Our program areas directly reflect our strategic approach to protecting and enhancing the Mississippi River and its watershed in the Twin Cities area. Our vision requires addressing the three-fold goals of land conservation, watershed protection, and river corridor stewardship, and our programs are structured around these interrelated goals.
The Mississippi River is an ecological resource of international significance. In the Twin Cities, the river's scenic bluffs, floodplains, prairies and shorelands are disappearing quickly as new development displaces natural landscapes. Our many restoration and conservation initiatives reflect the urgency of protecting the river's ecological functions. FMR works with public and private landowners, local governments and concerned citizens to protect and restore critical lands by providing technical assistance, planning, land management and hands-on natural resources restoration services.

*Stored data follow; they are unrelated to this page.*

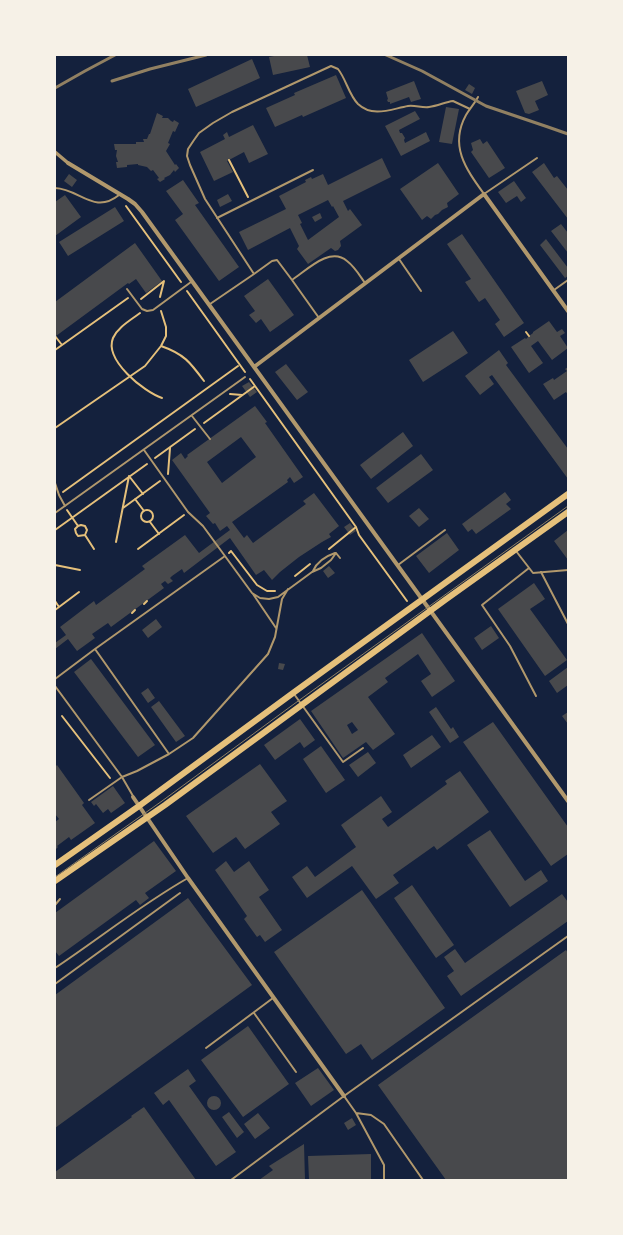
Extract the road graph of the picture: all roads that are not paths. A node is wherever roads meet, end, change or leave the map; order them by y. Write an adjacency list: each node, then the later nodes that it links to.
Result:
1 (478, 96): 2 (lane)
2 (470, 110): 8 (lane); 10 (lane)
3 (55, 152): 5 (street)
4 (537, 158): 8 (lane)
5 (68, 163): 9 (street)
6 (313, 170): 10 (lane)
7 (55, 188): 9 (lane)
8 (484, 194): 11 (street); 19 (street)
9 (119, 195): 15 (street)
10 (217, 218): 12 (lane)
11 (398, 258): 16 (street); 18 (lane)
12 (254, 274): 13 (lane); 20 (lane)
13 (292, 280): 16 (lane); 22 (lane)
14 (568, 280): 19 (lane)
15 (192, 281): 17 (lane); 20 (street)
16 (365, 283): 22 (street)
17 (127, 288)
18 (421, 291)
19 (553, 291): 21 (street)
20 (209, 305): 23 (street)
21 (568, 311)
22 (319, 318): 23 (street)
23 (254, 368): 38 (street)
24 (247, 376): 25 (lane)
25 (192, 416): 26 (lane); 27 (lane)
26 (210, 439)
27 (144, 450): 30 (lane); 36 (lane)
28 (55, 483): 30 (lane)
29 (568, 494): 45 (main road)
30 (65, 506): 32 (lane)
31 (568, 512): 34 (main road)
32 (55, 513)
33 (445, 530): 38 (lane)
34 (515, 549): 39 (lane); 46 (main road)
35 (336, 553): 37 (lane); 41 (lane); 41 (lane)
36 (225, 556): 44 (lane); 49 (lane)
37 (340, 558)
38 (397, 565): 45 (street)
39 (529, 568): 42 (lane); 53 (lane)
40 (568, 570): 42 (lane)
41 (312, 572): 43 (lane)
42 (541, 572): 47 (lane)
43 (288, 589): 44 (lane); 48 (lane)
44 (252, 593): 48 (lane)
45 (422, 599): 46 (street); 52 (main road)
46 (430, 610): 54 (main road); 60 (street)
47 (568, 624)
48 (276, 628): 56 (lane)
49 (95, 648): 50 (lane); 56 (lane)
50 (55, 679)
51 (55, 686): 57 (lane)
52 (293, 693): 54 (lane); 61 (main road)
53 (536, 696)
54 (301, 704): 55 (lane); 62 (main road)
55 (363, 748)
56 (169, 754): 57 (lane)
57 (122, 777): 58 (lane); 59 (lane)
58 (133, 797): 61 (street)
59 (89, 800)
60 (568, 801)
61 (139, 806): 62 (street); 63 (main road)
62 (147, 818): 64 (street); 65 (main road)
63 (55, 865)
64 (188, 878): 70 (lane); 72 (street)
65 (55, 882)
66 (180, 893): 71 (lane)
67 (60, 899): 68 (lane)
68 (55, 905)
69 (568, 936): 76 (lane)
70 (55, 968)
71 (55, 984)
72 (274, 998): 73 (lane); 76 (street)
73 (254, 1013): 74 (lane); 75 (lane)
74 (206, 1048)
75 (296, 1072)
76 (344, 1096): 77 (lane); 78 (lane)
77 (356, 1113): 79 (lane); 80 (lane)
78 (231, 1180)
79 (384, 1180)
80 (424, 1180)

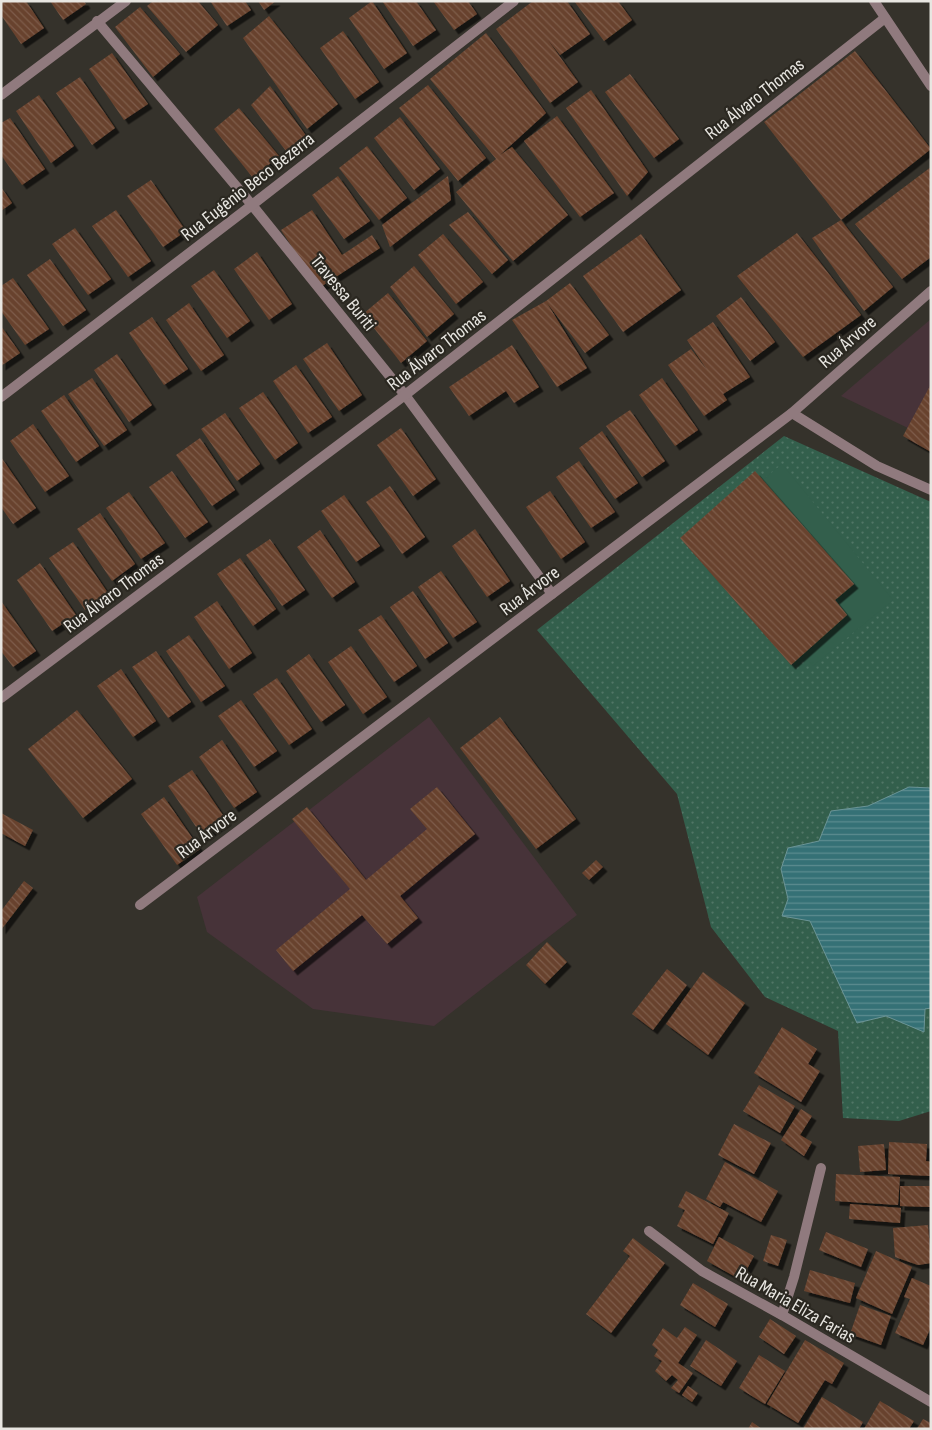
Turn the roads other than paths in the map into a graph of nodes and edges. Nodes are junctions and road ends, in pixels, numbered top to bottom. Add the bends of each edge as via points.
1 (126, 1) edge
2 (514, 1) edge
3 (874, 1) edge
4 (885, 18) junction
5 (97, 22) junction
6 (931, 86) edge
7 (1, 95) edge
8 (252, 205) junction
9 (931, 291) edge
10 (405, 396) junction
11 (1, 397) edge
12 (792, 413) junction
13 (931, 490) edge
14 (552, 594) junction
15 (1, 698) edge
16 (140, 905) dead end
17 (821, 1168) dead end
18 (649, 1231) dead end
19 (782, 1315) junction
20 (931, 1402) edge

1 - 5 street
2 - 8 street, Rua Eugênio Beco Bezerra
3 - 4 street
4 - 6 street
4 - 10 street, Rua Álvaro Thomas
5 - 7 street
5 - 8 street, Travessa Buriti
8 - 10 street, Travessa Buriti
8 - 11 street, Rua Eugênio Beco Bezerra
9 - 12 street, Rua Árvore
10 - 14 street, Travessa Buriti
10 - 15 street, Rua Álvaro Thomas
12 - 13 street via 877,466
12 - 14 street, Rua Árvore
14 - 16 street, Rua Árvore
17 - 19 street
18 - 19 street, Rua Maria Eliza Farias via 702,1271
19 - 20 street, Rua Maria Eliza Farias

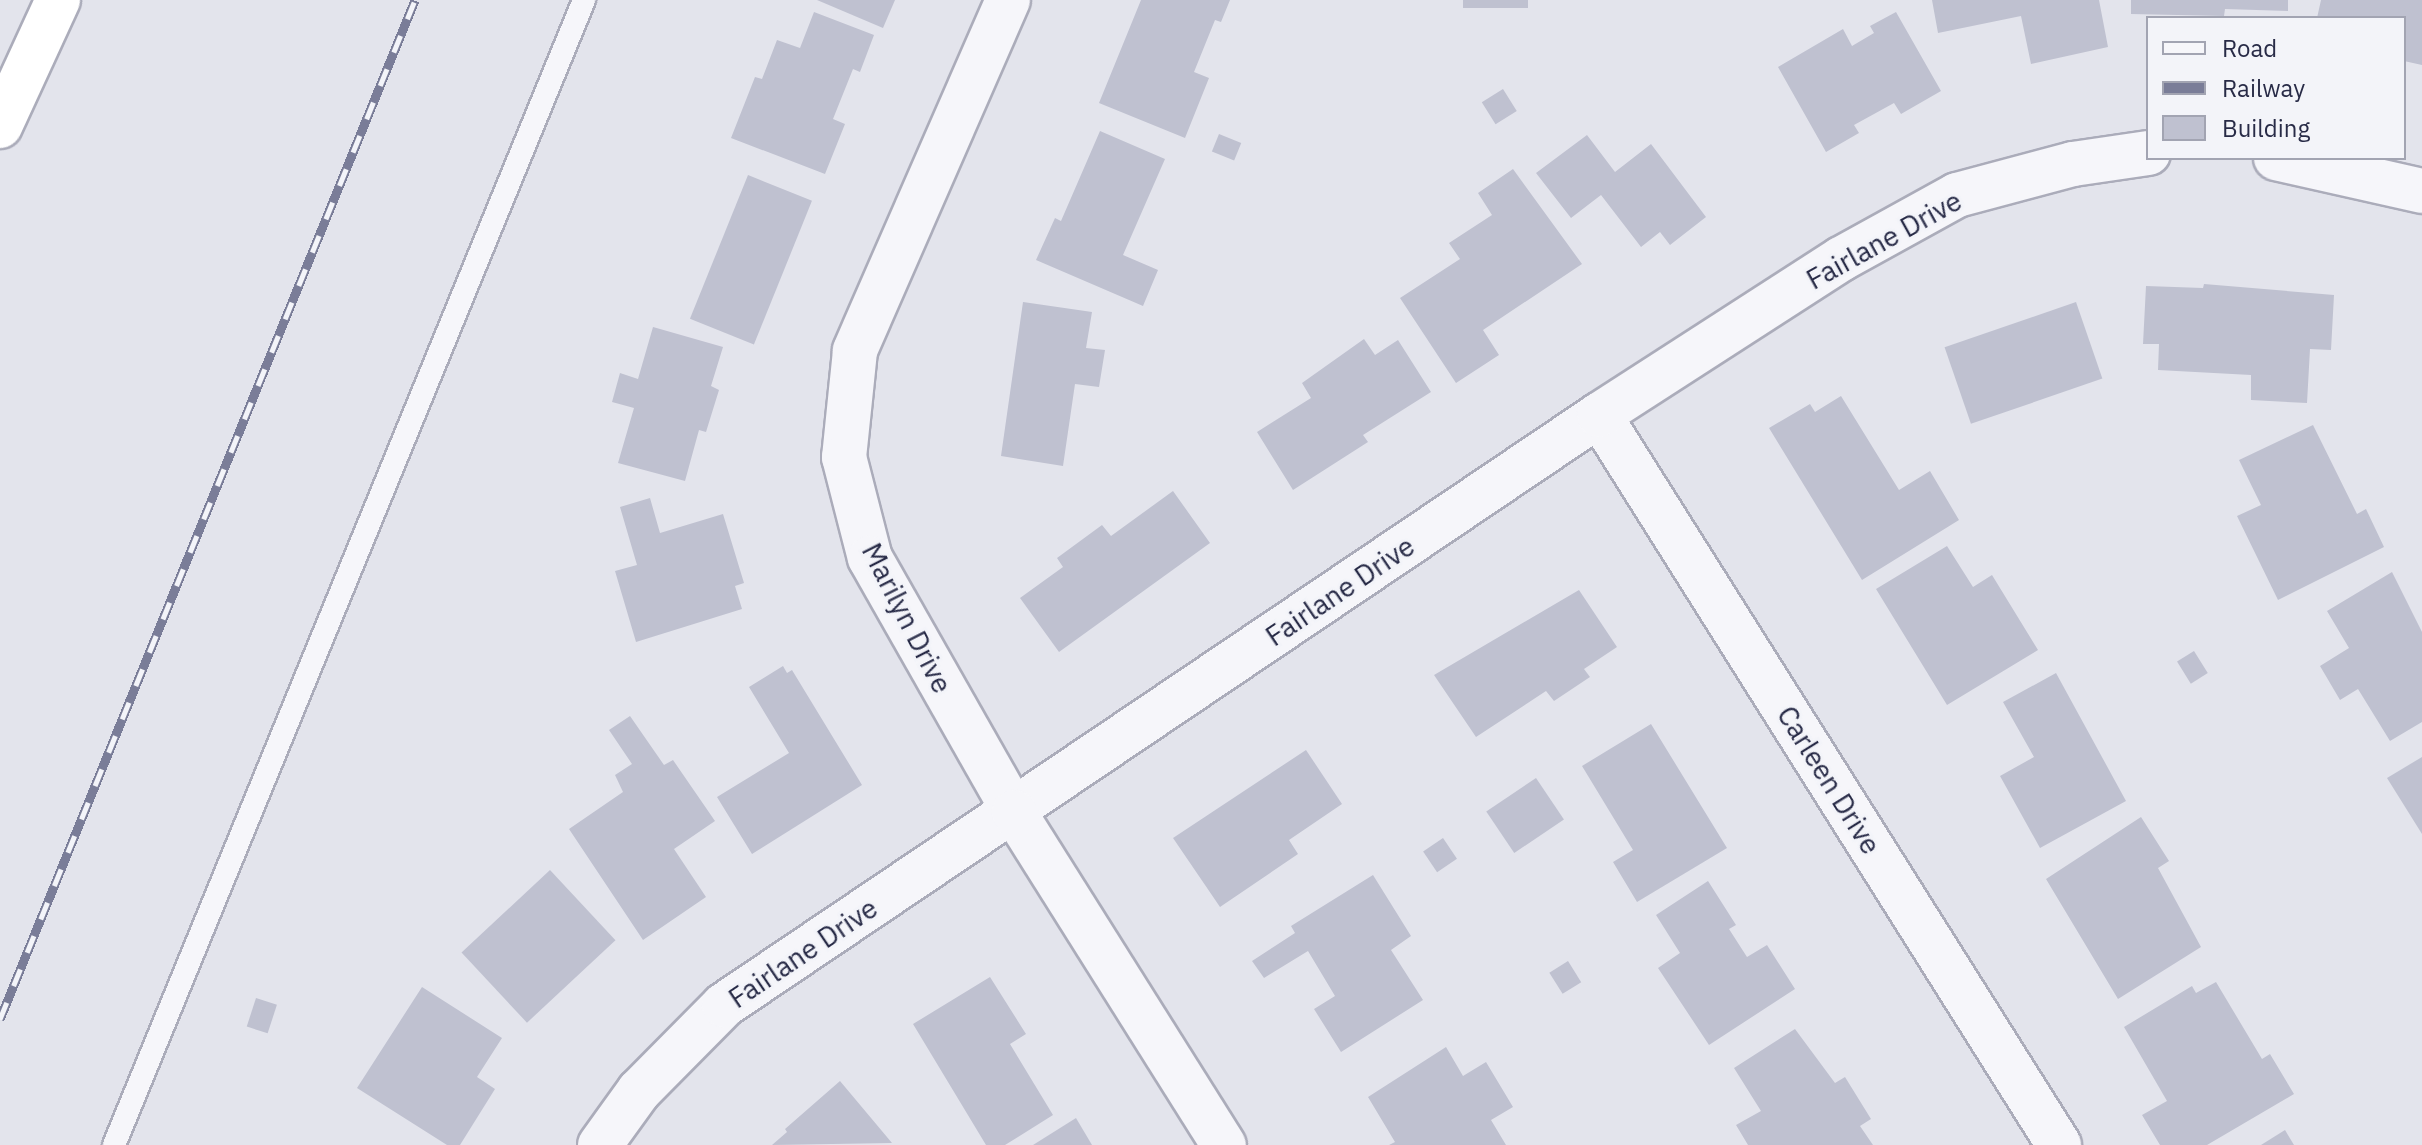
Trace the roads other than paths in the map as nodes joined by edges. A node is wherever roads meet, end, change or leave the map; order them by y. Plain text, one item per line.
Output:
1 (58, 0) edge
2 (584, 0) edge
3 (1008, 0) edge
4 (0, 126) edge
5 (2146, 153) edge
6 (2285, 160) edge
7 (2422, 191) edge
8 (1599, 415) junction
9 (1014, 812) junction
10 (114, 1145) edge
11 (600, 1145) edge
12 (1224, 1145) edge
13 (2059, 1145) edge

1 - 4 highway
2 - 10 lane
3 - 9 street, Marilyn Drive
5 - 8 street, Fairlane Drive
6 - 7 street
8 - 9 street, Fairlane Drive
8 - 13 street, Carleen Drive
9 - 11 street, Fairlane Drive
9 - 12 street, Marilyn Drive

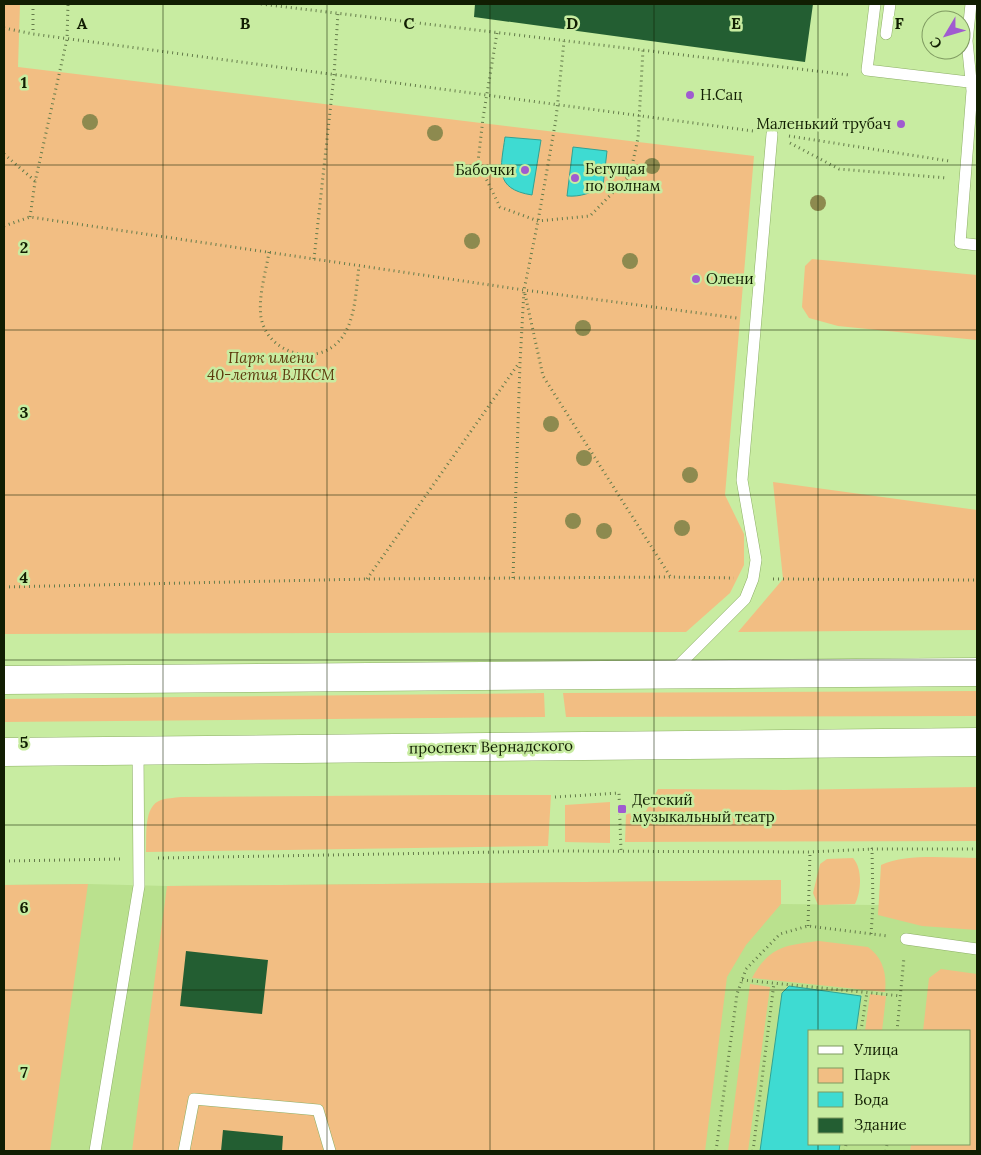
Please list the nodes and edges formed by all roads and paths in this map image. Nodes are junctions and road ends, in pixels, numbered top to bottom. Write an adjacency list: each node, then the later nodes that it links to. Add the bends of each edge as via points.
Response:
1 (33, 4): 10 (path)
2 (68, 4): 12 (path)
3 (261, 4): 7 (path)
4 (874, 4): 17 (lane, via 867,70)
5 (890, 4): 11 (lane)
6 (971, 4): 23 (lane, via 967,42 972,91)
7 (338, 13): 9 (path); 15 (path)
8 (4, 28): 10 (path)
9 (497, 33): 13 (path); 18 (path)
10 (33, 34): 12 (path)
11 (886, 34)
12 (67, 39): 15 (path); 25 (path)
13 (564, 41): 14 (path); 19 (path)
14 (643, 50): 16 (path); 20 (path)
15 (334, 75): 18 (path); 31 (path)
16 (850, 76)
17 (977, 83)
18 (487, 96): 19 (path); 27 (path, via 478,162 500,207)
19 (557, 105): 20 (path); 27 (path)
20 (638, 116): 21 (path); 27 (path, via 638,138 630,175 590,216)
21 (772, 134): 23 (path); 24 (path, via 840,169); 34 (lane)
22 (4, 154): 25 (path)
23 (966, 163): 24 (lane)
24 (965, 180): 29 (lane, via 960,243)
25 (35, 182): 26 (path)
26 (30, 217): 28 (path); 30 (path)
27 (538, 221): 33 (path)
28 (4, 226)
29 (977, 245)
30 (269, 252): 31 (path); 32 (path, via 261,317 272,340 295,353 320,353 341,338 352,314)
31 (314, 259): 32 (path)
32 (359, 266): 33 (path)
33 (524, 290): 34 (path); 35 (path); 36 (path, via 543,376)
34 (755, 320): 39 (lane, via 742,480 756,560)
35 (520, 363): 37 (path); 38 (path)
36 (671, 577): 37 (path); 39 (path)
37 (513, 578): 38 (path)
38 (367, 579): 41 (path)
39 (753, 579): 40 (path); 43 (lane, via 745,599)
40 (977, 580)
41 (4, 587)
42 (977, 672): 43 (main road)
43 (669, 675): 44 (main road)
44 (4, 680)
45 (977, 742): 46 (main road, проспект Вернадского)
46 (138, 750): 47 (main road, проспект Вернадского); 53 (lane)
47 (4, 752)
48 (555, 797): 51 (path, via 619,794)
49 (977, 849): 50 (path)
50 (872, 850): 52 (path); 56 (path)
51 (621, 851): 52 (path); 53 (path)
52 (810, 852): 55 (path)
53 (138, 859): 54 (path); 65 (lane, via 139,886)
54 (4, 861)
55 (808, 926): 56 (path); 59 (path, via 780,934 746,968)
56 (871, 934): 57 (path)
57 (906, 939): 58 (lane); 62 (path)
58 (977, 948)
59 (742, 980): 60 (path); 68 (path, via 737,994)
60 (774, 983): 61 (path); 69 (path)
61 (867, 992): 62 (path); 63 (path)
62 (901, 996): 64 (path)
63 (861, 1030)
64 (897, 1030)
65 (95, 1151)
66 (184, 1151): 67 (lane, via 194,1100 318,1110)
67 (330, 1151)
68 (716, 1151)
69 (753, 1151)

Water quality continues to be one of the most pressing concerns for the Mississippi River, as the entire Twin Cities stretch of the river fails to meet federal water quality standards. The quality of our water is closely linked to land use policies and practices within the watershed. FMR is working to make the Twin Cities a model for watershed planning and decision making that improves and protects water quality. We work to activate citizens, shape the priorities of local governments and influence public policy related to local water quality.
River Corridor Stewardship
The Mississippi River is a cultural and historic wonder that defines our place in the world, in our country, in our state and in our neighborhoods. As communities move to embrace the river and capitalize on its exceptional value, we risk degrading or even destroying the very qualities we seek to enjoy. FMR works within river communities to provide the leadership, technical assistance and expertise in grassroots advocacy required to ensure that the essential values of public access, scenic views and environmental quality are respected as communities turn toward their riverfronts.